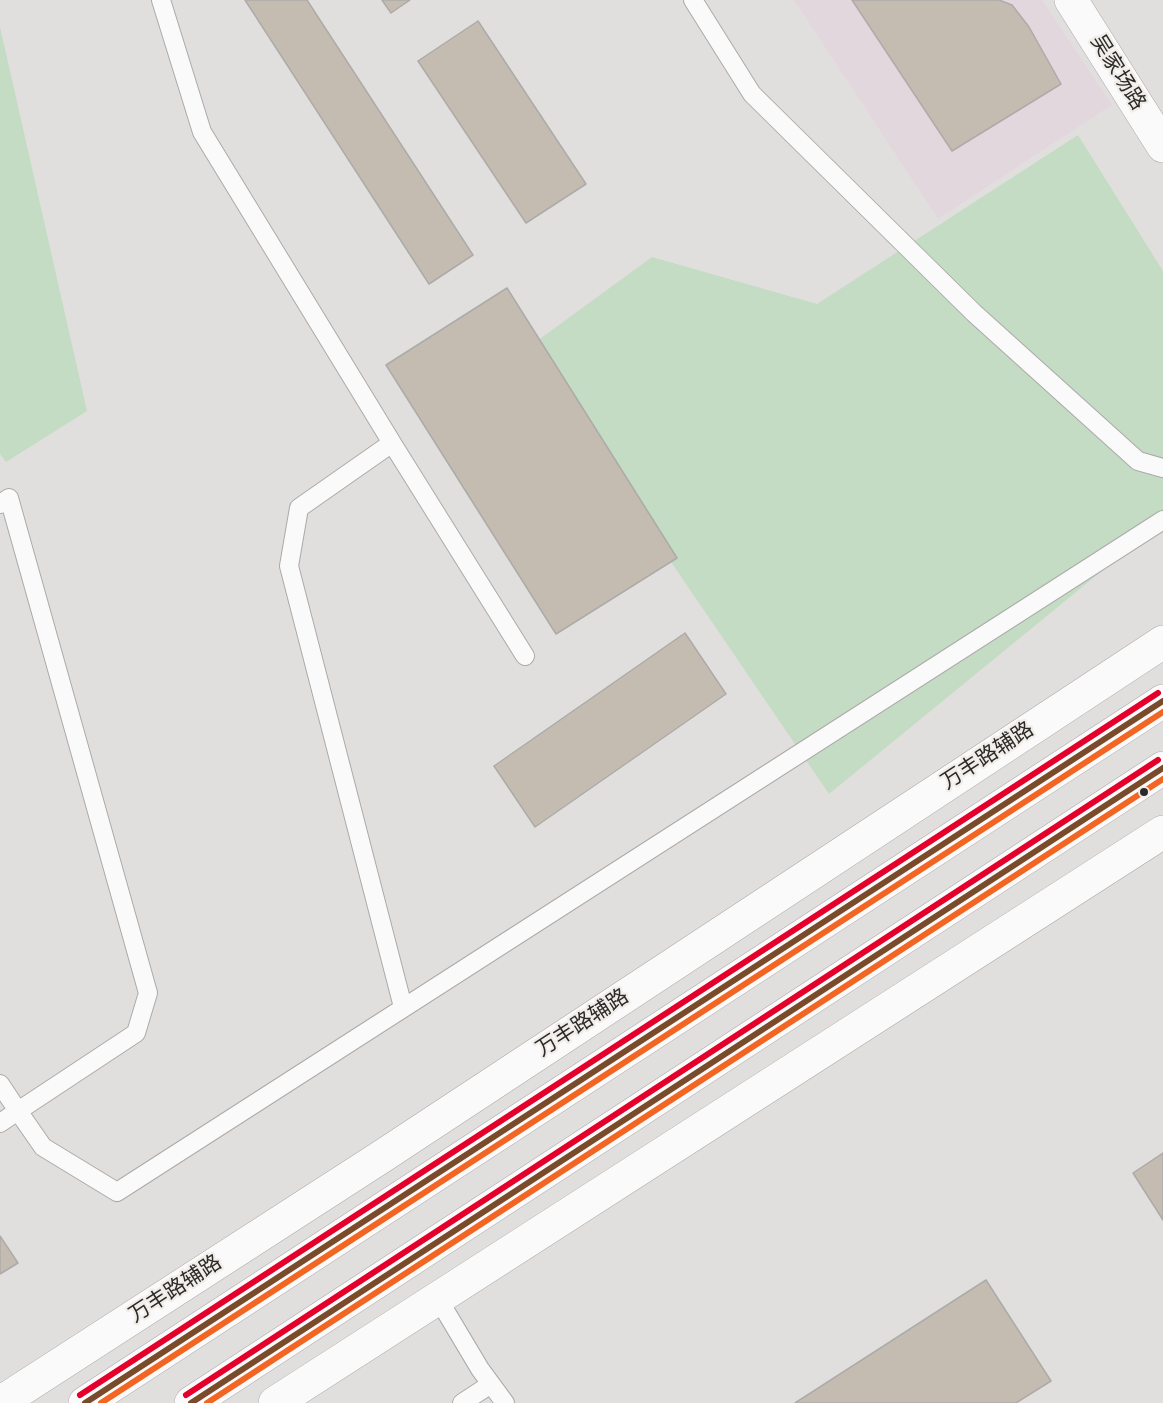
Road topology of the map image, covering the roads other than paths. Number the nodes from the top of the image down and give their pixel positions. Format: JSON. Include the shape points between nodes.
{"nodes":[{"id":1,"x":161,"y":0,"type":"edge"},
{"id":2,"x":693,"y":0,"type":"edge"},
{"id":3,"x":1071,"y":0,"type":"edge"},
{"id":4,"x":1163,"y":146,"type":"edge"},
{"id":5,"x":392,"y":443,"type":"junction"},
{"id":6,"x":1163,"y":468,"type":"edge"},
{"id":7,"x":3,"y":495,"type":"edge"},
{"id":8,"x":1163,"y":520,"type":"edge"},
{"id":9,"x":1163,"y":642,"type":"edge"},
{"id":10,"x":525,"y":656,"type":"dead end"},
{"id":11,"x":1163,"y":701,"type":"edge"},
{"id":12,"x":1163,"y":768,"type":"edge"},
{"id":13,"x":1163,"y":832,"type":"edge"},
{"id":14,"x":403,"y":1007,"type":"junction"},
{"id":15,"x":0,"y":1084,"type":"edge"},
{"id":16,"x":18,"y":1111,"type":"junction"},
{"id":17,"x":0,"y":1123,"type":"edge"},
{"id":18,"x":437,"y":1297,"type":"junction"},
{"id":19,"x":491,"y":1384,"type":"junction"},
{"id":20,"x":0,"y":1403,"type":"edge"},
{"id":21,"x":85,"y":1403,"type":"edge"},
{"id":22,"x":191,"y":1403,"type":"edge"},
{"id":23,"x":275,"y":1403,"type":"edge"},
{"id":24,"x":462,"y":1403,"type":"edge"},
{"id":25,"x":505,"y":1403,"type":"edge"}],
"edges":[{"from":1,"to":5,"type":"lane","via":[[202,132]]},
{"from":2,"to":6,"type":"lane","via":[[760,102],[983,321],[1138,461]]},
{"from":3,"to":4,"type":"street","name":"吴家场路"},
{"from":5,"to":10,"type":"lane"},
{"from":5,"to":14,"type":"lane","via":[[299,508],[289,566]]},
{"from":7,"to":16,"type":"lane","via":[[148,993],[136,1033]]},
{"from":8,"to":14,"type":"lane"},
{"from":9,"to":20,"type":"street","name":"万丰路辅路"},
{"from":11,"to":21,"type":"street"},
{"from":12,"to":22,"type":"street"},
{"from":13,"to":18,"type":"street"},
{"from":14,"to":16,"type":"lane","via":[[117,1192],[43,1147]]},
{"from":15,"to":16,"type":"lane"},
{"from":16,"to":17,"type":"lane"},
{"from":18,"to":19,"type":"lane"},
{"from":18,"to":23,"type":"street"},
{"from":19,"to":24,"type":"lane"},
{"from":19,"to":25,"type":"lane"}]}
* * * *
◆ **Activity**
Copy each line in the entries above where "junction" turns up.

◆ **Exercise answer**
{"id":5,"x":392,"y":443,"type":"junction"},
{"id":14,"x":403,"y":1007,"type":"junction"},
{"id":16,"x":18,"y":1111,"type":"junction"},
{"id":18,"x":437,"y":1297,"type":"junction"},
{"id":19,"x":491,"y":1384,"type":"junction"},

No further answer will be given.